The Southern Baptist Convention has been called a convention of small churches. Scattered across the SBC landscape are many rural churches. The good news is that, while rural areas and churches were once declining in numbers, that trend began to reverse itself in 2011.
Hannah Anderson, author of “Humble Roots,” writes that rural churches feel like family because in most cases they are family. “This sense of longevity can help put ministry struggles in perspective. There is less pressure for you to be on the cutting edge.”
Buddy Amerson, pastor of Spring Branch Baptist Church in Hartsville, will soon turn 77 and has no immediate plans to retire. “I don’t see retirement mentioned in the Bible,” he says. He has been the pastor at Spring Branch for the past 42 years. The church will have anywhere from 50 to 90 people attend the Sunday morning worship service. He said, “Within a 10-mile radius, there are eight churches — and our church may be a little bigger than most of them.”
What is the secret to a long and faithful pastorate at a rural church? Amerson says, “Love the people. Laugh and cry with them. Be with them in the good times and the bad times.”
Some challenges for rural pastors he sees are that the people are often spread out and, like in a church of any size, there are not enough dedicated members.
“They call me the community pastor. We are all like family,” Amerson says. “They trust me, and, while they don’t want a pastor to camp out on their doorsteps, they know if they need me, I’ll be there.”
An article from the United States Department of Agriculture stated, “Since 2011, fewer people have been moving out of rural areas and more people have been moving in. People moving to rural areas tend to persistently favor more densely settled rural areas with attractive scenic qualities, or those near large cities.”
According to Thom Rainer, former president and CEO of LifeWay Christian Resources, “If you include areas under 2,500 in population, there are 60 million people living there. That is a huge mission field that cannot be ignored.”
Fred Griggs, 72, is the pastor of Lowndesville Baptist Church in Abbeville County. It has been called one of the most rural places in the state. The church is currently building a new sanctuary, thanks to a large gift. Griggs believes the major key in pastoring a rural church is to know you are called to it. “I pastored a larger church once, but it was not a good fit,” he says, adding that God sent him to Lowndesville.
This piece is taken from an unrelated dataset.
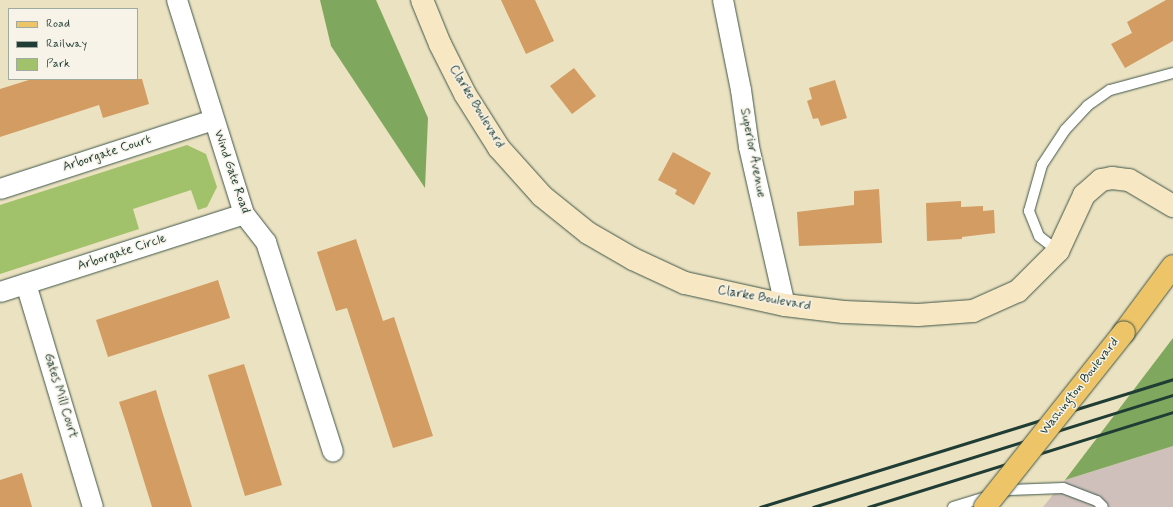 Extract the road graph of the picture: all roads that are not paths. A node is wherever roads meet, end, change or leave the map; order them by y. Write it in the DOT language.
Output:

Griggs grew up in Hartsville and moved to Kannapolis, N.C., when he was a senior in high school. He joined the Marine Corps in 1968 and married his wife, Jean, in 1970. They moved from California back to North Carolina before settling in at Lowndesville, where he has served the church for the past 21 years.
“You have to reach people and know the people in your community — learn the personality of the church. If you love rural people, they will love you back, and you will become family with them,” he said. “You cannot ever think you have arrived, and you must be always cultivating your gifts and making adjustments.” He stated that he went to school for 35 years, finishing a master’s degree from Anderson University in 2011 and, later, a doctorate from Covington Seminary. “I think you should always be learning.”
The new auditorium will seat 212 people. The old one, which would hold about 150, has been razed, and the new building will occupy the space where the old auditorium stood. Lowndesville Baptist has about 70 to 80 regular attenders.
Rainer wrote, “The obituaries of rural and small-town churches are premature. The simpler life of rural or small-town areas is becoming increasingly attractive to many people, including church leaders. The revitalization and replanting movement is growing. Among those churches in this growing movement are churches in rural areas and small towns. It is an incredible thing to watch.”